#### [SUPPLIED MATERIAL]
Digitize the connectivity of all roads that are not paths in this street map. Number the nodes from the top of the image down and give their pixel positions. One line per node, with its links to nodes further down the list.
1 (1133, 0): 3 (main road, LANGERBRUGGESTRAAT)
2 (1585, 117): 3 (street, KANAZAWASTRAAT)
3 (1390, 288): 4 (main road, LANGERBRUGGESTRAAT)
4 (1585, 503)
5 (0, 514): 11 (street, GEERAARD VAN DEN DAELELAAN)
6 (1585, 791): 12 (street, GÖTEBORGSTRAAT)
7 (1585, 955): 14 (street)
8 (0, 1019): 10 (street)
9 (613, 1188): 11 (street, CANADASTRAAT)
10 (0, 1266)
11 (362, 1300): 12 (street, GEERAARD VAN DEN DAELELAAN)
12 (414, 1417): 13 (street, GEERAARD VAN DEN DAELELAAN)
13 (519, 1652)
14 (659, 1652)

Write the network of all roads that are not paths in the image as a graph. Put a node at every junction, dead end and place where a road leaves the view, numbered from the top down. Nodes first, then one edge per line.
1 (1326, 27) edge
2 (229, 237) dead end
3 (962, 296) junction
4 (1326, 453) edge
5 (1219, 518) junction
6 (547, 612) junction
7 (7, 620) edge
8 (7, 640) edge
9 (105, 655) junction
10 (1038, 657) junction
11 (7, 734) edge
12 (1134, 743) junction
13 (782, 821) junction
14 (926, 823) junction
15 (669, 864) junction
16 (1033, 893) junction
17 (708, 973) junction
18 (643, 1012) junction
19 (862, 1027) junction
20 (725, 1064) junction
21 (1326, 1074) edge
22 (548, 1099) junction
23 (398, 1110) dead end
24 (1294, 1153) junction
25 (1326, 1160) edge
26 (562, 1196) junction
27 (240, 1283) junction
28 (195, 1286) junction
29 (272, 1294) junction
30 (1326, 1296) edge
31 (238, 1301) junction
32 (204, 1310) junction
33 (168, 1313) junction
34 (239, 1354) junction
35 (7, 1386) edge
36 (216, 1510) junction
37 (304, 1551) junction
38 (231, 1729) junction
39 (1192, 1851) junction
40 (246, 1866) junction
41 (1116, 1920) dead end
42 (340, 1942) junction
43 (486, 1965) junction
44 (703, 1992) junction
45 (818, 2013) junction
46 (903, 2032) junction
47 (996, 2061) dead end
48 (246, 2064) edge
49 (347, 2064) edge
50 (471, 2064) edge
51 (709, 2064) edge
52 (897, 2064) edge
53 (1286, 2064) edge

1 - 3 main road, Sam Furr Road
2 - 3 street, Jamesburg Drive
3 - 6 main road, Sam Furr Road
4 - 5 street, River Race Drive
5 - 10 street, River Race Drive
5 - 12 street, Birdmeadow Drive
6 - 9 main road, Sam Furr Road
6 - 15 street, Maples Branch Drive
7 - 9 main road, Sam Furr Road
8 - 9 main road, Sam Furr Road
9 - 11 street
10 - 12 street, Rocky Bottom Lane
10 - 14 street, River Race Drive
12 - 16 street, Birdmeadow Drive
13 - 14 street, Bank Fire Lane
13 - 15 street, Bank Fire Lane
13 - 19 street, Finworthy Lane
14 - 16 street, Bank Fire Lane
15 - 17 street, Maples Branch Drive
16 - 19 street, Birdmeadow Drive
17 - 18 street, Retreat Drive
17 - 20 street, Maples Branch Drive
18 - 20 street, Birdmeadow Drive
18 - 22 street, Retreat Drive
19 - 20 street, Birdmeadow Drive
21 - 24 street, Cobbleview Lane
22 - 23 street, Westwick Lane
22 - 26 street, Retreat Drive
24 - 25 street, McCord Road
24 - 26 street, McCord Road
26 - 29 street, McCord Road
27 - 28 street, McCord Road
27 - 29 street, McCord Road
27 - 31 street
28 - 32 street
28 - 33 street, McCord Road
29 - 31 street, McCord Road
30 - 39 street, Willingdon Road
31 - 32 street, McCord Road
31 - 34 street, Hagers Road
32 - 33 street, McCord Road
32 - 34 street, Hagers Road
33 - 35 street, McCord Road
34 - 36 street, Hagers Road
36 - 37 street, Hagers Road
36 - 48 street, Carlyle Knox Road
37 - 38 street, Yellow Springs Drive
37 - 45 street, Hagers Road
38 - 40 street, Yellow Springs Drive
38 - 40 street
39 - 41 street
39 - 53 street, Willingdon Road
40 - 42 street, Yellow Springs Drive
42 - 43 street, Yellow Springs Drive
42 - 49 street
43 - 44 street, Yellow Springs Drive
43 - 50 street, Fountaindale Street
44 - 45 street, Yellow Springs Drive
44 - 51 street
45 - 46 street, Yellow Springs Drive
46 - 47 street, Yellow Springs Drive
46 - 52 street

#### [PROBLEM DETAILS]
Report only how many lines of the listing hold the word "GEERAARD".

#### [EXPECTED ANSWER]
3